An important starting point for the processing industry in this context is, above all, the economical use of coolant water in production processes and regarding in-house energy production. Currently, coolant water use accounts for roughly three quarters of the entire water use in this sector. Besides, the abstraction of water for refrigeration purposes and the discharge of used coolant water are subject to temperature-related regulations, which may lead to restrictions being imposed on production during hot summer months. The abstraction of water for production-specific or personnel-related purposes, however, is less dependent on temperatures.
The water procurement in the processing industry is composed of a company’s own water withdrawal plus their external water supply, for instance from the public water supply or from other companies, facilities and associations, minus water delivery to third parties. After 1991, water procurement first decreased considerably. At that time, it amounted to 700 million cubic metres, still approximately 50 % more than the procurement in 2001. Ever since, the value has been fluctuating around 5,500 million cubic metres annually.
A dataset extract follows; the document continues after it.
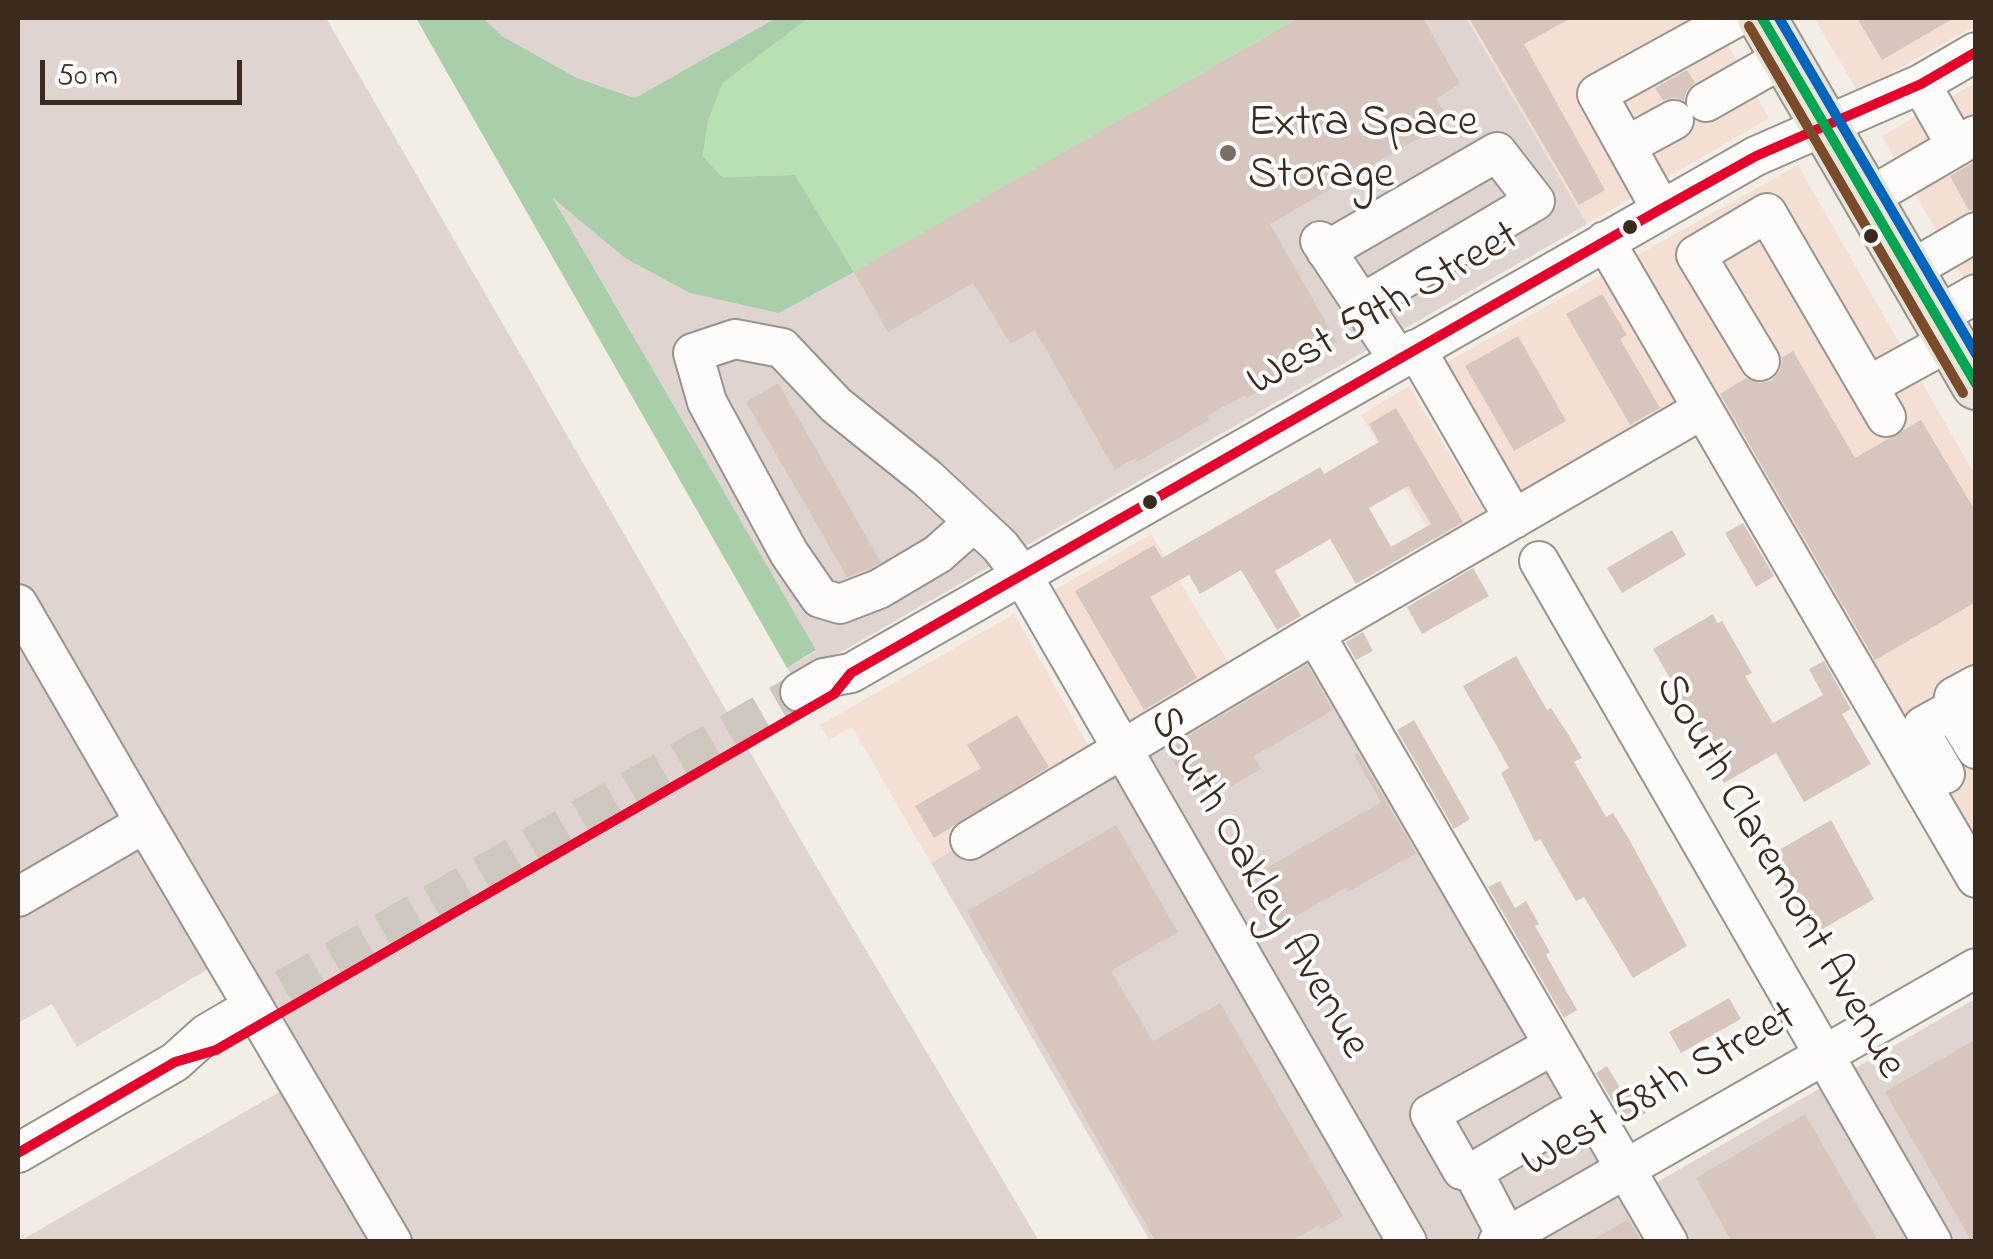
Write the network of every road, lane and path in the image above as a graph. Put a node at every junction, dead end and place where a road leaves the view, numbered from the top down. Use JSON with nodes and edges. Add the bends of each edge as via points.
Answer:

If one relates water procurement to the price-adjusted valued added, the strong decline in the years after 1991 continues also after 2001. In the processing industry the water procurement in 2019 amounted to almost 30 % below the value of 2001. This means that it was possible, even after the turn of the millennium, to attain a continuous increase in the efficiency of water use and – at an almost identical volume of water – it that it was possible to generate greater added value. At the same time, however, the figures also show that in the processing sector, despite a distinctly rising value added, it was still possible to reduce the water procurement slightly overall since 2001.